Read existing preprocess.yaml and make a new preprocess.yaml configuration file with the paths we expect in this notebook

In [None]:
import os
import yaml
try:
    from yaml import CLoader as Loader, CDumper as Dumper
except ImportError:
    from yaml import Loader, Dumper


existing_config_path = os.path.join(dataset_location, 'configs', dataset_name)
dataset_config_dir = os.path.join(config_dir, dataset_name)

# preprocess.yaml - update paths and add field to text
print(f'Reading preprocess.yaml from "{existing_config_path}"')
pp = get_yaml_contents('preprocess', existing_config_path)
pp['dataset'] = dataset_name
pp['path']['corpus_path'] = f"{dataset_location}/corpus"
pp['path']['lexicon_path'] = lexicon_path
pp['path']['raw_path'] = f"{dataset_location}/raw_data"
pp['path']['preprocessed_path'] = f"{dataset_location}/preprocessed_data/{dataset_name}"

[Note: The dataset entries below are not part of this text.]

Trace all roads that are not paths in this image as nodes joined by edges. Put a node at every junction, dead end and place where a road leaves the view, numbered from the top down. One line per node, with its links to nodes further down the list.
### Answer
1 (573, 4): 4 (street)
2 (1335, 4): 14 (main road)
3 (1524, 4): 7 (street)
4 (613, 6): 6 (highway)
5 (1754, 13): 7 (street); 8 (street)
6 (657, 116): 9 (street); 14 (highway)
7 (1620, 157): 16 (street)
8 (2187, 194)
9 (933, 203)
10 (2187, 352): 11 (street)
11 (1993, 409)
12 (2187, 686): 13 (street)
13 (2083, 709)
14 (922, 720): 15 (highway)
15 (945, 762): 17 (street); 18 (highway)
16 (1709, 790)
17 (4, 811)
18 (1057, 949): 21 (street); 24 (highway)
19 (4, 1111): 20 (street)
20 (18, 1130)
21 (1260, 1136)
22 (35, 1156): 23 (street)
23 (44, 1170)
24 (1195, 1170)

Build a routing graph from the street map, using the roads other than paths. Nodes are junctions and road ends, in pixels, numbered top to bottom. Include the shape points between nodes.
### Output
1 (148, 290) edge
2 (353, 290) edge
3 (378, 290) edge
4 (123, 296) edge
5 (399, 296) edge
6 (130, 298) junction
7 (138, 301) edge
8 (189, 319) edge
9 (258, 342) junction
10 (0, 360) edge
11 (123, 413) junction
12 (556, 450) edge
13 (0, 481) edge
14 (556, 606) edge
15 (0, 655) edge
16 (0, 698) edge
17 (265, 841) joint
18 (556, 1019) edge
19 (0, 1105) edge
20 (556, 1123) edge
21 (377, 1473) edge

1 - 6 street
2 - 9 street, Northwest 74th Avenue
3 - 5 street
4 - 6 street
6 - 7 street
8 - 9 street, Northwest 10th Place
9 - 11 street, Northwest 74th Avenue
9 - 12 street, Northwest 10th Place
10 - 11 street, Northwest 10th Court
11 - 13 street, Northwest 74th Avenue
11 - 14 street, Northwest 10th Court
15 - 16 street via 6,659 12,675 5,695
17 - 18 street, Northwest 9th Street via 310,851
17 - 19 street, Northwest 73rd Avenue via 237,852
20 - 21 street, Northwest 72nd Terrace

print(f'Writing preprocess.yaml in "{dataset_config_dir}/preprocess.yaml":')

with open(os.path.join(dataset_config_dir, 'preprocess.yaml'), 'w') as f:
  f.write(yaml.dump(pp))
print('\n')

!cat $dataset_config_dir\/preprocess.yaml


# pp_config = f"""dataset: "{dataset_name}"

# path:
#   corpus_path: "{dataset_location}/corpus"
#   lexicon_path: "{lexicon_path}"
#   raw_path: "{dataset_location}/raw_data"
#   preprocessed_path: "{dataset_location}/preprocessed_data"

# preprocessing:
#   val_size: 64
#   text:
#     text_cleaners: ["english_cleaners"]
#     language: "en"
#     max_length: 4096
#   audio:
#     sampling_rate: 22050
#     max_wav_value: 32768.0
#   stft:
#     filter_length: 1024
#     hop_length: 256
#     win_length: 1024
#   mel:
#     n_mel_channels: 80
#     mel_fmin: 0
#     mel_fmax: 8000 # please set to 8000 for HiFi-GAN vocoder, set to null for MelGAN vocoder
#   pitch:
#     feature: "phoneme_level" # support 'phoneme_level' or 'frame_level'
#     normalization: True
#   energy:
#     feature: "phoneme_level" # support 'phoneme_level' or 'frame_level'
#     normalization: True
# """

# # Write config to file
# with open(f'{dataset_config_dir}/preprocess.yaml', mode='w') as f:
#   f.write(pp_config.expandtabs())

Reading preprocess.yaml from "/content/output_dataset/configs/MyDataset"
Writing preprocess.yaml in "/content/efficientspeech/config/MyDataset/preprocess.yaml":


dataset: MyDataset
path:
  corpus_path: /content/output_dataset/corpus
  lexicon_path: /content/efficientspeech/lexicon/librispeech-lexicon.txt
  preprocessed_path: /content/output_dataset/preprocessed_data/MyDataset
  raw_path: /content/output_dataset/raw_data
preprocessing:
  audio:
    max_wav_value: 32768.0
    sampling_rate: 22050
  energy:
    feature: phoneme_level
    normalization: true
  mel:
    mel_fmax: 8000
    mel_fmin: 0
    n_mel_channels: 80
  pitch:
    feature: phoneme_level
    normalization: true
  stft:
    filter_length: 1024
    hop_length: 256
    win_length: 1024
  text:
    language: en
    max_length: 4096
    text_cleaners:
    - english_cleaners
  val_size: 64




#  
---



# Train a checkpoint 


### Launch TensorBoard

In [None]:
%load_ext tensorboard
%reload_ext tensorboard
%tensorboard --logdir /content/efficientspeech/lightning_logs/

### Run training

In [None]:
import os
# Train
pp_config_path = os.path.join(dataset_config_dir, 'preprocess.yaml')
pp_config_arg = f'--preprocess-config {pp_config_path}'
training_opts = ' '.join([pp_config_arg, cmd_line_opts])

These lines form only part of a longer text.